I think that's what kept me from really enjoying this book. Guy in Real Life is told from three points of view: Lesh (I felt like he had more chapters than the other two), Svetlana (Lesh's love interest), and Svvetlana (Lesh's character in an online video game). You may have noticed the similarity between Lesh's love interest's name and his character's name. This is because he gets a crush on Svetlana and then goes home and creates a female avatar with a similar name. Are you feeling a little creeped out by that? It's not just me?
Lesh is a self-described "metal" guy who wears all black clothing and has a general f***-off attitude and hangs out with other kids who dress & act in such a way as to ward off others. About half the other teens in his usual social circle smoke pot too. Not saying pot is inherently a negative, but I think we can all agree that it's not a positive. Not in high school. Svetlana is nearly the polar opposite. She's into rpg gaming and wears hippie clothes and eats healthy and likes to sew. At one point Lesh actually realizes that Svetlana is probably too good for him.
There were quite a few things that really kind of broke my faith with the book. First off: neither of the main characters is likable. Lesh is definitely unlikable. He even realizes that, and points it out. But even though he realizes that he's not likable, he does nothing to change the situation! There's zero character growth. Svetlana isn't much better. Yeah, she's a good student and into gaming instead of drugs, but she's not terribly nice. She's kind of judgmental of her friends. She's definitely not nice to her family. And she's pretentious.
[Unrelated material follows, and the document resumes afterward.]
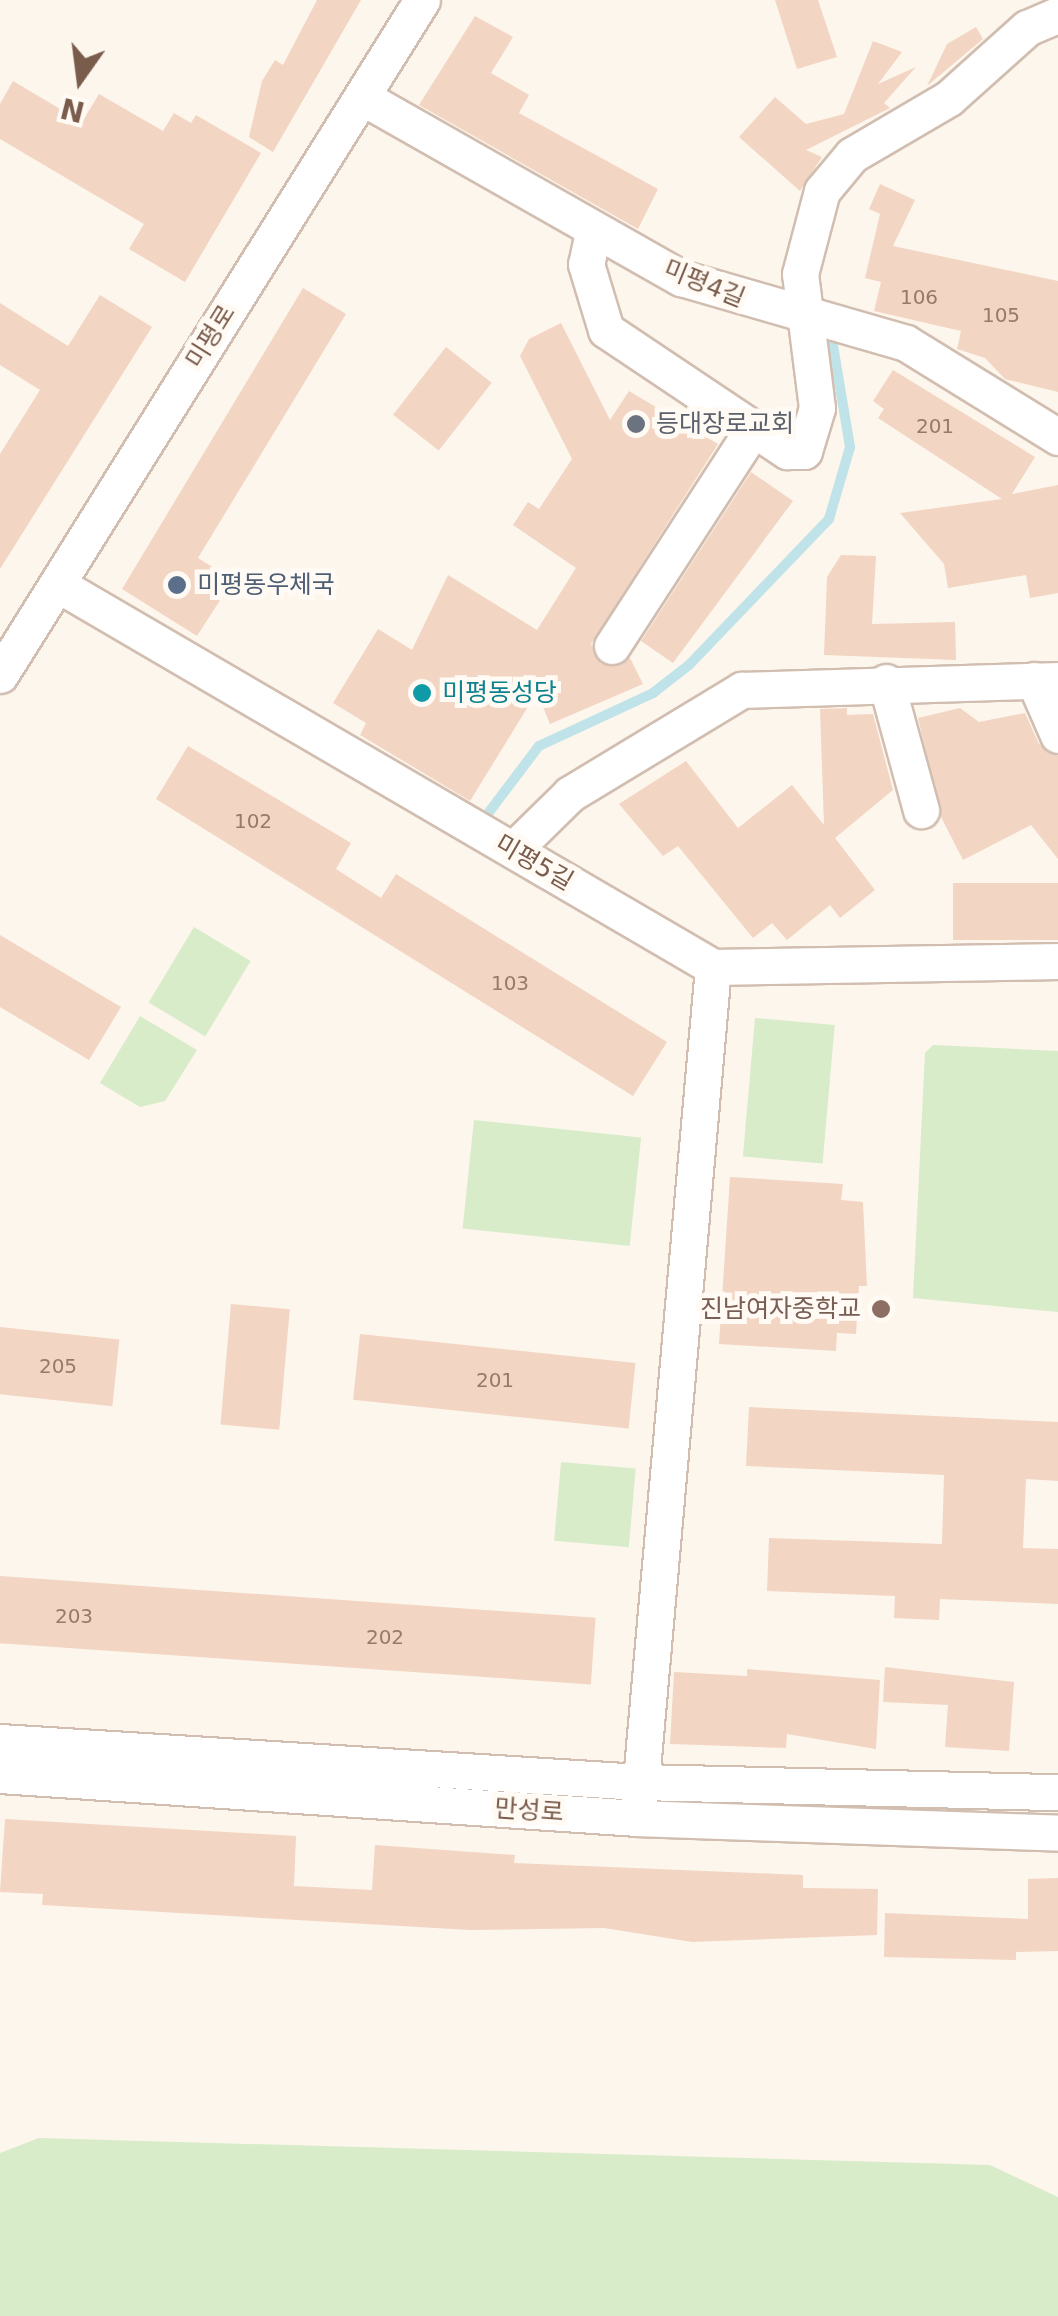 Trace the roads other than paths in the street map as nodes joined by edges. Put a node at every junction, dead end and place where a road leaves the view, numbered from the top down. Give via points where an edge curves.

Like Lesh, she also realizes these things about herself and does nothing to change!
Another thing that confused me about the book: the chapters narrated by Svvetlana, Lesh's avatar in an online game. At first I thought that we'd find out that Svetlana was also playing the game and their avatars would meet and hang out online and then they'd make a real world connection. But Svetlana never plays the game. So I'm not sure what the author was trying to accomplish with these chapters. There's not many of them, but they felt entirely unnecessary.
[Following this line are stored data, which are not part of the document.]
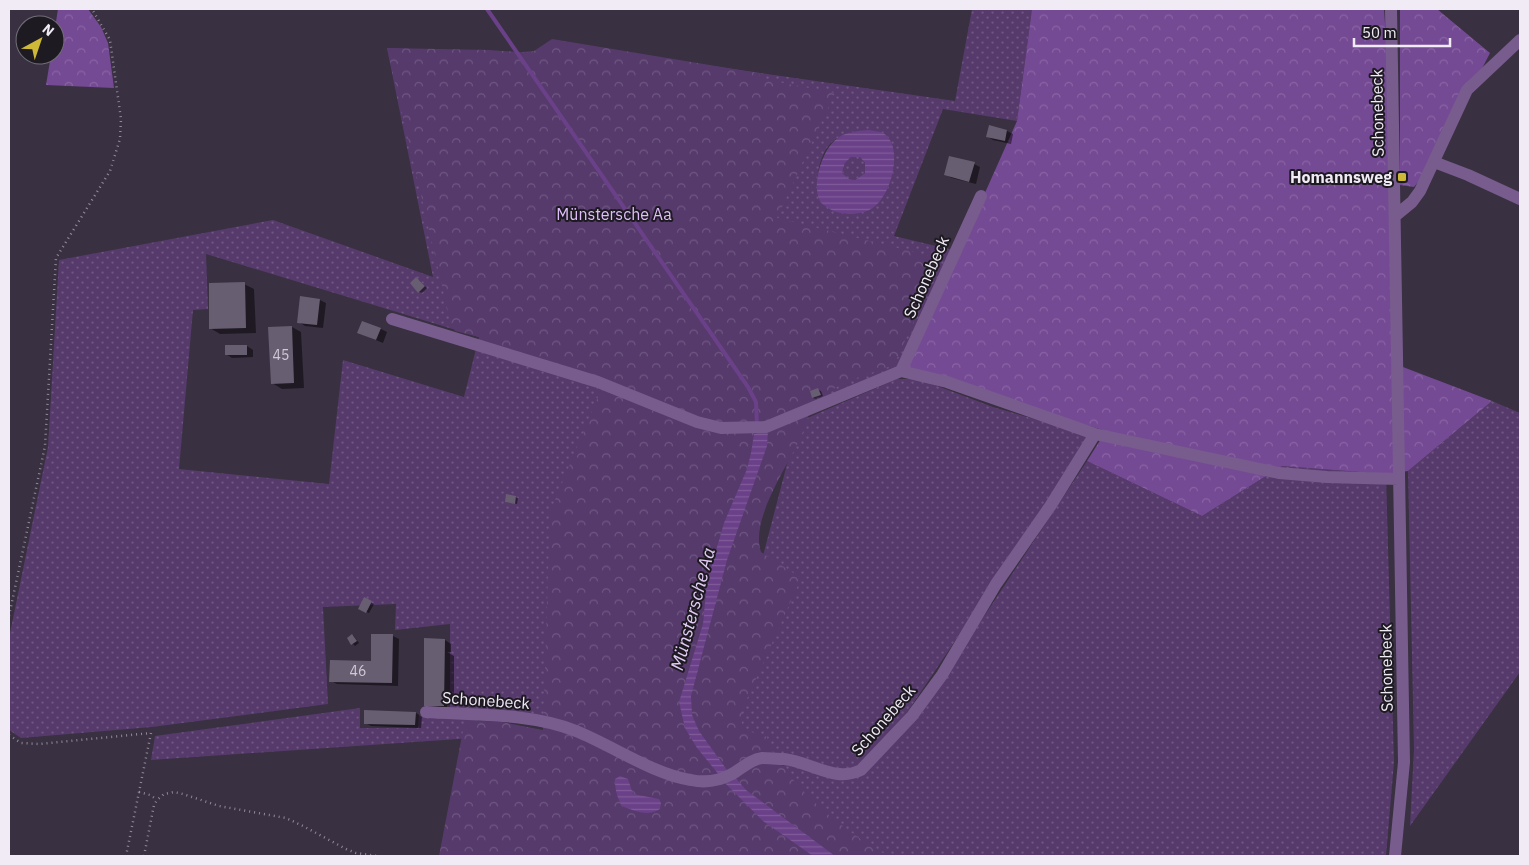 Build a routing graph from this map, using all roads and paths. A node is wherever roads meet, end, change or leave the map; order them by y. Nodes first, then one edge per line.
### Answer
1 (92, 9) edge
2 (1391, 9) edge
3 (1520, 40) edge
4 (1434, 162) junction
5 (981, 196) dead end
6 (1520, 199) edge
7 (1395, 216) junction
8 (392, 319) dead end
9 (901, 371) junction
10 (1095, 434) junction
11 (1399, 479) junction
12 (9, 616) edge
13 (426, 712) dead end
14 (9, 735) edge
15 (139, 792) junction
16 (157, 800) junction
17 (126, 856) edge
18 (144, 856) edge
19 (377, 856) edge
20 (1396, 856) edge

1 - 12 path
2 - 7 street, Schonebeck
3 - 4 street
4 - 6 street
4 - 7 street
5 - 9 street, Schonebeck
7 - 11 street, Schonebeck
8 - 9 street
9 - 10 street
10 - 11 street
10 - 13 street, Schonebeck
11 - 20 street, Schonebeck
14 - 15 path
15 - 16 path
15 - 17 path
16 - 18 path
16 - 19 path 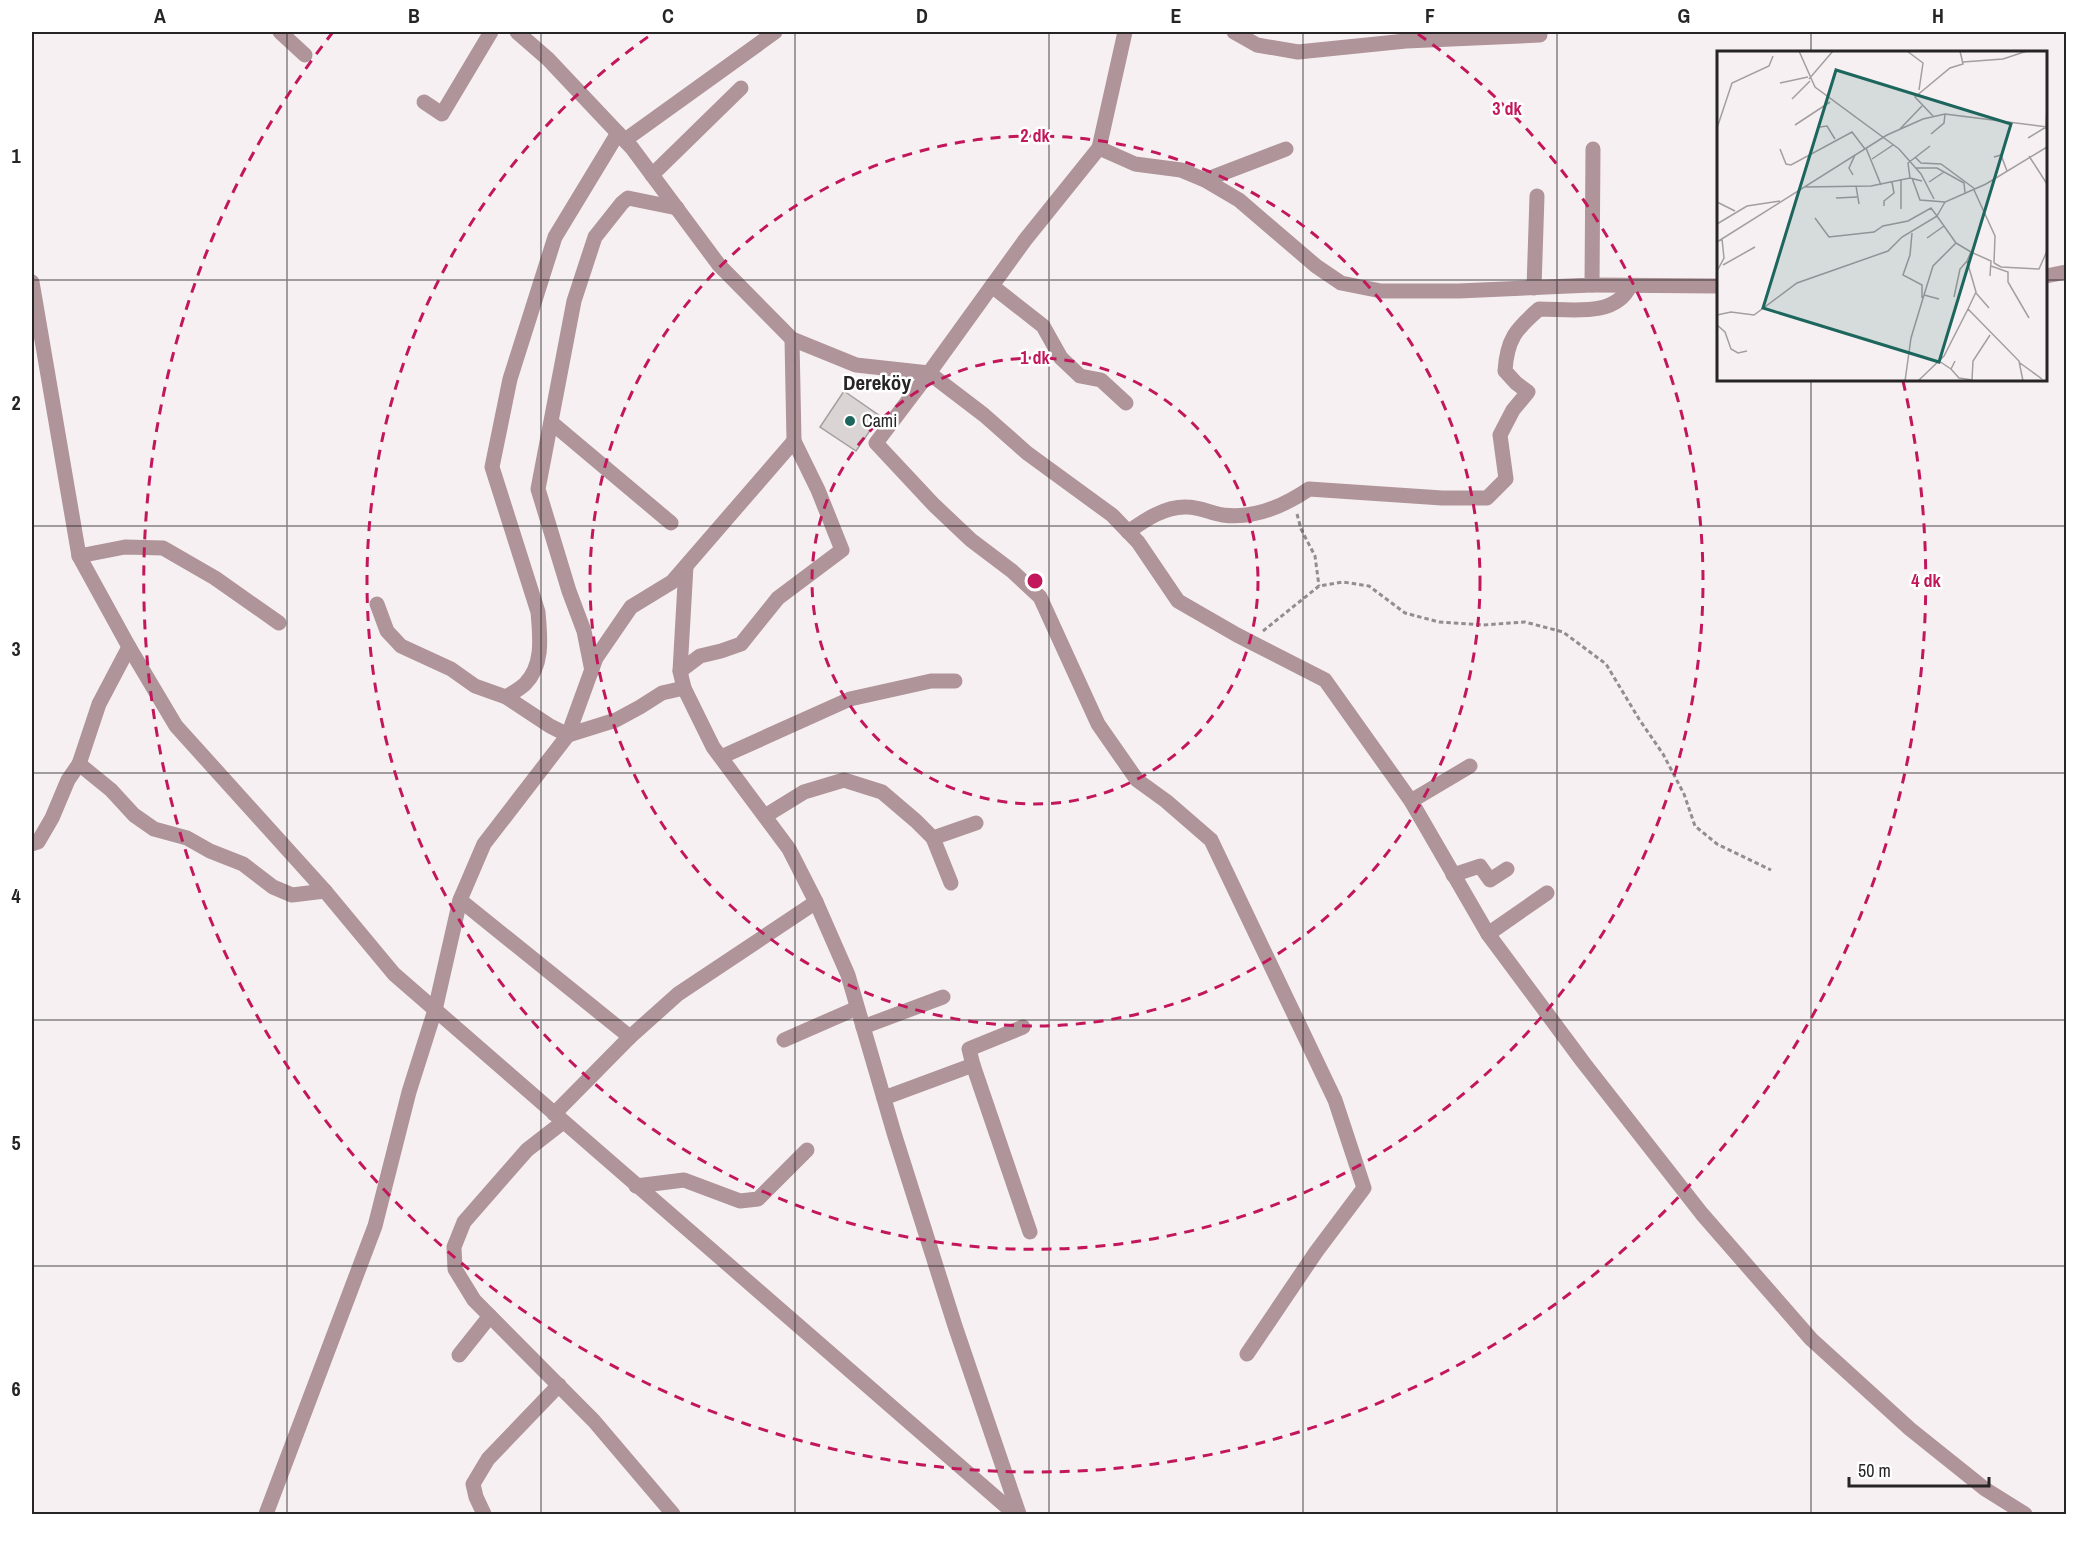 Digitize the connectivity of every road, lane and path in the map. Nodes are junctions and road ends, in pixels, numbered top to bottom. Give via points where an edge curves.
1 (280, 32) edge
2 (491, 32) edge
3 (517, 32) edge
4 (775, 32) edge
5 (1125, 32) edge
6 (1233, 32) edge
7 (1540, 35) dead end
8 (305, 55) dead end
9 (741, 88) dead end
10 (424, 102) dead end
11 (621, 136) junction
12 (1099, 148) junction
13 (1286, 149) dead end
14 (1593, 149) dead end
15 (652, 175) junction
16 (1205, 180) junction
17 (1537, 196) dead end
18 (677, 208) junction
19 (2067, 272) edge
20 (2047, 276) edge
21 (32, 282) edge
22 (1592, 285) junction
23 (992, 286) junction
24 (1630, 286) junction
25 (1717, 286) edge
26 (1534, 288) junction
27 (792, 339) junction
28 (929, 374) junction
29 (1126, 403) dead end
30 (552, 423) junction
31 (794, 441) junction
32 (1293, 500) junction
33 (671, 523) dead end
34 (1128, 531) junction
35 (79, 556) junction
36 (686, 566) junction
37 (1319, 586) junction
38 (377, 604) dead end
39 (279, 623) dead end
40 (1250, 642) junction
41 (129, 647) junction
42 (592, 671) junction
43 (680, 671) junction
44 (955, 681) dead end
45 (684, 688) junction
46 (506, 697) junction
47 (568, 735) junction
48 (721, 756) junction
49 (79, 764) junction
50 (1470, 766) dead end
51 (1411, 801) junction
52 (765, 816) junction
53 (976, 823) dead end
54 (933, 838) junction
55 (32, 844) edge
56 (1507, 869) dead end
57 (1771, 870) dead end
58 (1453, 875) junction
59 (951, 883) dead end
60 (325, 891) junction
61 (1547, 893) dead end
62 (460, 900) junction
63 (816, 902) junction
64 (1488, 934) junction
65 (943, 997) dead end
66 (857, 1008) junction
67 (435, 1010) junction
68 (863, 1027) junction
69 (1023, 1027) dead end
70 (630, 1036) junction
71 (784, 1040) dead end
72 (973, 1065) junction
73 (884, 1098) junction
74 (558, 1118) junction
75 (807, 1150) dead end
76 (636, 1186) junction
77 (1030, 1232) dead end
78 (490, 1316) junction
79 (1247, 1354) dead end
80 (459, 1355) dead end
81 (559, 1385) junction
82 (266, 1515) edge
83 (484, 1515) edge
84 (674, 1515) edge
85 (1015, 1515) edge
86 (1020, 1515) edge
87 (2025, 1515) edge

1 - 8 street
2 - 10 street via 442,114
3 - 11 street
4 - 11 street
5 - 12 street
6 - 7 street via 1257,45 1298,52 1406,41
9 - 15 street
11 - 15 street
11 - 46 street via 555,237 510,379 492,467 538,612 540,635 539,659 526,683
12 - 16 street via 1135,164 1181,170
12 - 23 street
13 - 16 street
14 - 22 street
15 - 18 street
16 - 26 street via 1239,200 1341,284 1381,291
17 - 26 street
18 - 27 street via 719,265
18 - 30 street via 628,198 595,237 574,301
19 - 20 street
21 - 35 street
22 - 24 street
22 - 26 street
23 - 28 street
23 - 29 street via 1043,326 1061,358 1080,376 1101,380
24 - 25 street
24 - 32 street via 1626,296 1608,307 1539,309 1520,325 1506,350 1505,371 1528,392 1512,410 1500,435 1506,479 1487,498 1309,489
27 - 28 street via 856,365
27 - 31 street
28 - 34 street
28 - 79 street via 876,443 971,540 1040,597 1098,724 1130,771 1211,840 1335,1100 1364,1188
30 - 33 street
30 - 42 street via 538,489 584,631
31 - 36 street
31 - 43 street via 842,550 778,598 741,644 700,656
32 - 34 street via 1252,515 1224,515 1186,507 1154,514
32 - 37 path via 1301,529 1316,556
34 - 40 street via 1178,601
35 - 39 street via 125,547 163,548 215,578
35 - 41 street
36 - 42 street via 672,582 631,607
36 - 43 street
37 - 40 path
37 - 57 path via 1343,582 1370,586 1405,613 1439,622 1525,622 1563,632 1606,664 1663,754 1695,826 1717,844
38 - 46 street via 387,631 401,646 451,669 475,686
40 - 51 street via 1325,680
41 - 49 street via 99,704
41 - 60 street via 176,726
42 - 47 street
43 - 45 street
44 - 48 street via 931,681 850,699
45 - 47 street via 662,693 616,720
45 - 48 street
46 - 47 street
47 - 62 street via 484,844
48 - 52 street
49 - 55 street via 38,842
49 - 60 street via 154,829 187,838 243,864 273,887 292,895
50 - 51 street
51 - 58 street
52 - 54 street via 804,792 844,780 882,792
52 - 63 street via 789,849
53 - 54 street
54 - 59 street
56 - 58 street via 1490,880 1480,866
58 - 64 street
60 - 67 street via 393,974
61 - 64 street
62 - 67 street
62 - 70 street
63 - 66 street via 848,975
63 - 70 street via 678,994
64 - 87 street via 1702,1214 1811,1339 1910,1429 1985,1489
65 - 68 street
66 - 68 street
66 - 71 street
67 - 74 street
67 - 82 street via 409,1092 375,1226
68 - 73 street
69 - 72 street via 969,1049
70 - 74 street
72 - 73 street
72 - 77 street
73 - 86 street via 955,1326
74 - 76 street
74 - 78 street via 464,1222 454,1247 455,1269 474,1300
75 - 76 street via 758,1200 740,1201 684,1180
76 - 85 street
78 - 80 street
78 - 81 street
81 - 83 street via 488,1459 473,1484
81 - 84 street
And finally, there's a weird maybe-homophobic vibe going on... Like, the author barely grazes the issue that Lesh is playing this online game as a female character when he himself is very much a guy. Near the end, Lesh is asked about it by a friend... "Do you like girls, Lesh? Or do you want to be a girl?" Lesh doesn't answer... the question is left hanging at the end. And there's absolutely no commentary on that issue in the rest of the book. However, there is plenty of evidence to support Lesh being straight. So I'm not sure why that issue is so lightly touched upon and then left hanging there at the end.
I don't know... I feel like I should have liked this book a lot more than I did. If you'd talked to me after chapter 1, I'd have been much more enthusiastic. The book really starts off strong, reading kind of like an Andrew Smith or Chris Lynch book. But then it kind of devolves about the same time the first Svvetlana chapter happens. Has anyone else read it? What did you think? Did I miss something?
*I own my copy of Guy in Real Life.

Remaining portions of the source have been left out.